*Dataset records:*
== Segment start ==

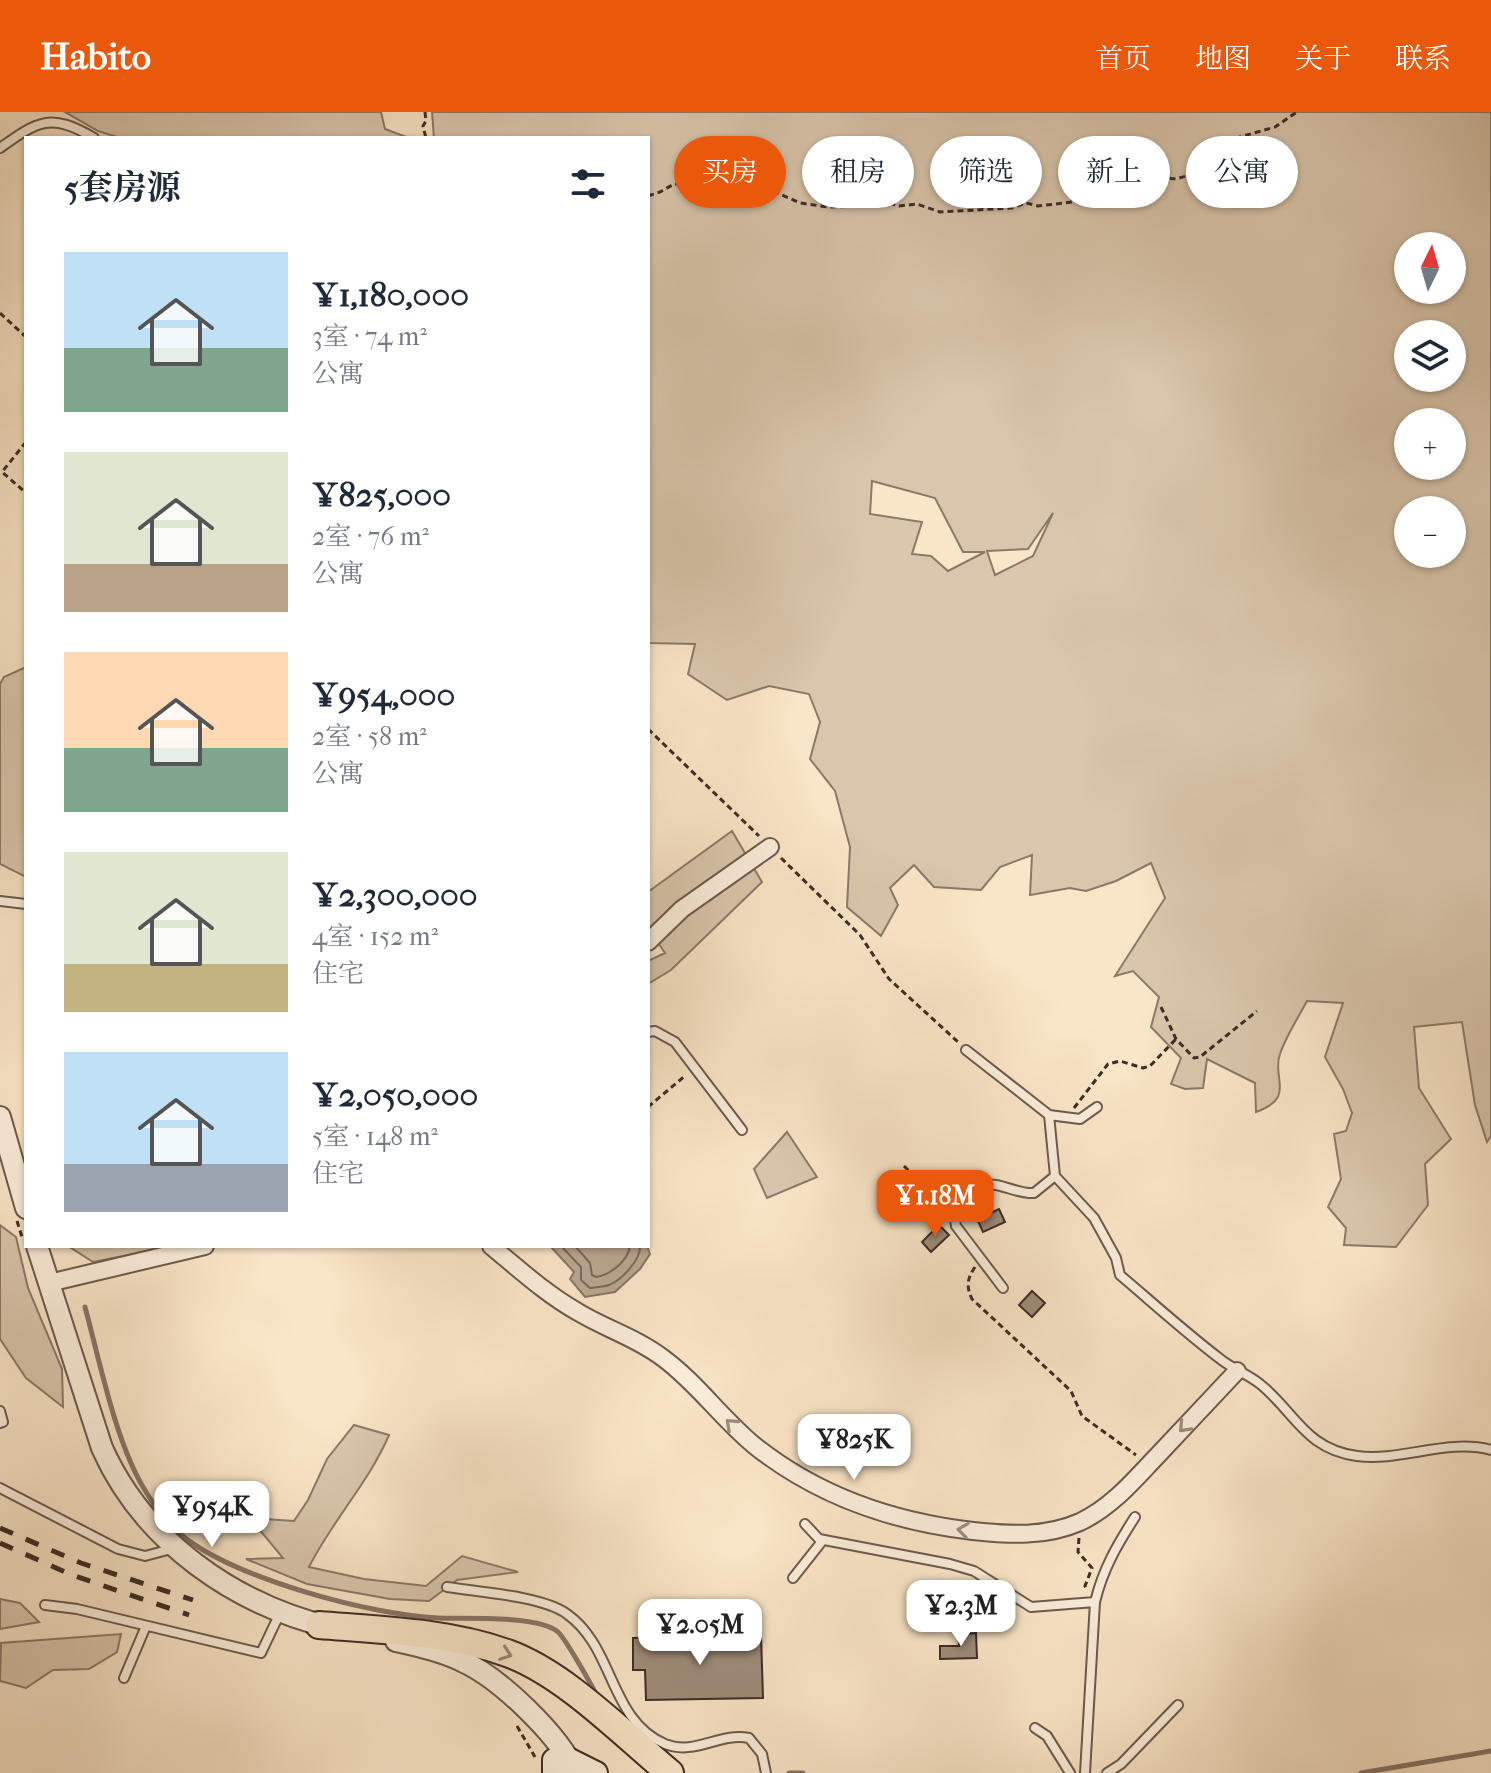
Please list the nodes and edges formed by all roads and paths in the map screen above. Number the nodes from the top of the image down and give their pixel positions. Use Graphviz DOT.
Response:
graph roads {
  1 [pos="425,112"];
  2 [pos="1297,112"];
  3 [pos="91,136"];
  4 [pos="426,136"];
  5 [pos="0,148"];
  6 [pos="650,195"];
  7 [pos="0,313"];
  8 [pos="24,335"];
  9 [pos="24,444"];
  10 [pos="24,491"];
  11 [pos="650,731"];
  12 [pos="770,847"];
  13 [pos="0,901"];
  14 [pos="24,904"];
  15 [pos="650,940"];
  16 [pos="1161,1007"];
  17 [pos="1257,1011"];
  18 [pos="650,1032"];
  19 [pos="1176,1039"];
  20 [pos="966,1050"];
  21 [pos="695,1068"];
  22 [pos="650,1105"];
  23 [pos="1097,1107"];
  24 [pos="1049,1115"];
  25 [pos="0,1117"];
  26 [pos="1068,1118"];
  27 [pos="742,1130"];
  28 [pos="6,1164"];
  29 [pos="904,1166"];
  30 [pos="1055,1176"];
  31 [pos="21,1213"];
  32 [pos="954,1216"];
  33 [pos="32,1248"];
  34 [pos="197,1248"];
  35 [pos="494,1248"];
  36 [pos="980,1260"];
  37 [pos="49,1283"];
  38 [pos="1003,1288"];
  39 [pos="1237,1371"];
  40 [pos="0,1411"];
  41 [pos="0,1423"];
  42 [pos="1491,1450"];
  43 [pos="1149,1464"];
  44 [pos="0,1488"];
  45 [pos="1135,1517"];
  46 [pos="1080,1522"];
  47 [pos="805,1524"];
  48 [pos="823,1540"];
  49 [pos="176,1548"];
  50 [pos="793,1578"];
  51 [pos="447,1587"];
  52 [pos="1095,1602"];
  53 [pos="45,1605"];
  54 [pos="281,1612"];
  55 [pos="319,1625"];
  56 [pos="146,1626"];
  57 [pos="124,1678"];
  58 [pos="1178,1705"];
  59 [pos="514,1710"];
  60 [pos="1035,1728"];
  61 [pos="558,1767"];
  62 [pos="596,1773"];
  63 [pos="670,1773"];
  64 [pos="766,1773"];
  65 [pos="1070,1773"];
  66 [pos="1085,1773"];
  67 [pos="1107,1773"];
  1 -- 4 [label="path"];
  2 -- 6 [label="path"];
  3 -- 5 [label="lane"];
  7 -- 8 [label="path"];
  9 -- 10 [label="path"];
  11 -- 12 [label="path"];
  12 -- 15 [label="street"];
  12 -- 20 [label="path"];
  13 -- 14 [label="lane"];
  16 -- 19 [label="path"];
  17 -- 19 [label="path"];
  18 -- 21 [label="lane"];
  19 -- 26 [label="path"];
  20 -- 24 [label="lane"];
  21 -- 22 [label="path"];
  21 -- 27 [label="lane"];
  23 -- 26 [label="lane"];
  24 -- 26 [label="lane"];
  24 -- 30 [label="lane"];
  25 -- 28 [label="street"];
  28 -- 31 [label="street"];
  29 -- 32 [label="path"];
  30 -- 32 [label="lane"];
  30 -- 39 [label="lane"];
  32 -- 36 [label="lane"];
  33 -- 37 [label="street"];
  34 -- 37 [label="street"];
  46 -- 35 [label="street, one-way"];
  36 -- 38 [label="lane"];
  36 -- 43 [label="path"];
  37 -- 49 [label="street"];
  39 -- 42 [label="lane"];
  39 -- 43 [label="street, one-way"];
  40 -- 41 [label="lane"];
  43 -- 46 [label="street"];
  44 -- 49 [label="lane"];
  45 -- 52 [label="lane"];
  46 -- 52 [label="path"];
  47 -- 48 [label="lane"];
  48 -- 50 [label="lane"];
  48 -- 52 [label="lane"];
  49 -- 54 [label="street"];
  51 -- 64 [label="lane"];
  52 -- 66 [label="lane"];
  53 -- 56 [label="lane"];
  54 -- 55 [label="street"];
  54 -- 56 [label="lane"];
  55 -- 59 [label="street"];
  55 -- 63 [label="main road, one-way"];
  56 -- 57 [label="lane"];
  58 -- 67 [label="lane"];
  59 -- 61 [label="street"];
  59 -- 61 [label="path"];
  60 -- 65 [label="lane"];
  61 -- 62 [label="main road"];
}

== Segment end ==

*Problem:*
Look through the data above and return each line where the string "main" occurs.

*Answer section:*
  55 -- 63 [label="main road, one-way"];
  61 -- 62 [label="main road"];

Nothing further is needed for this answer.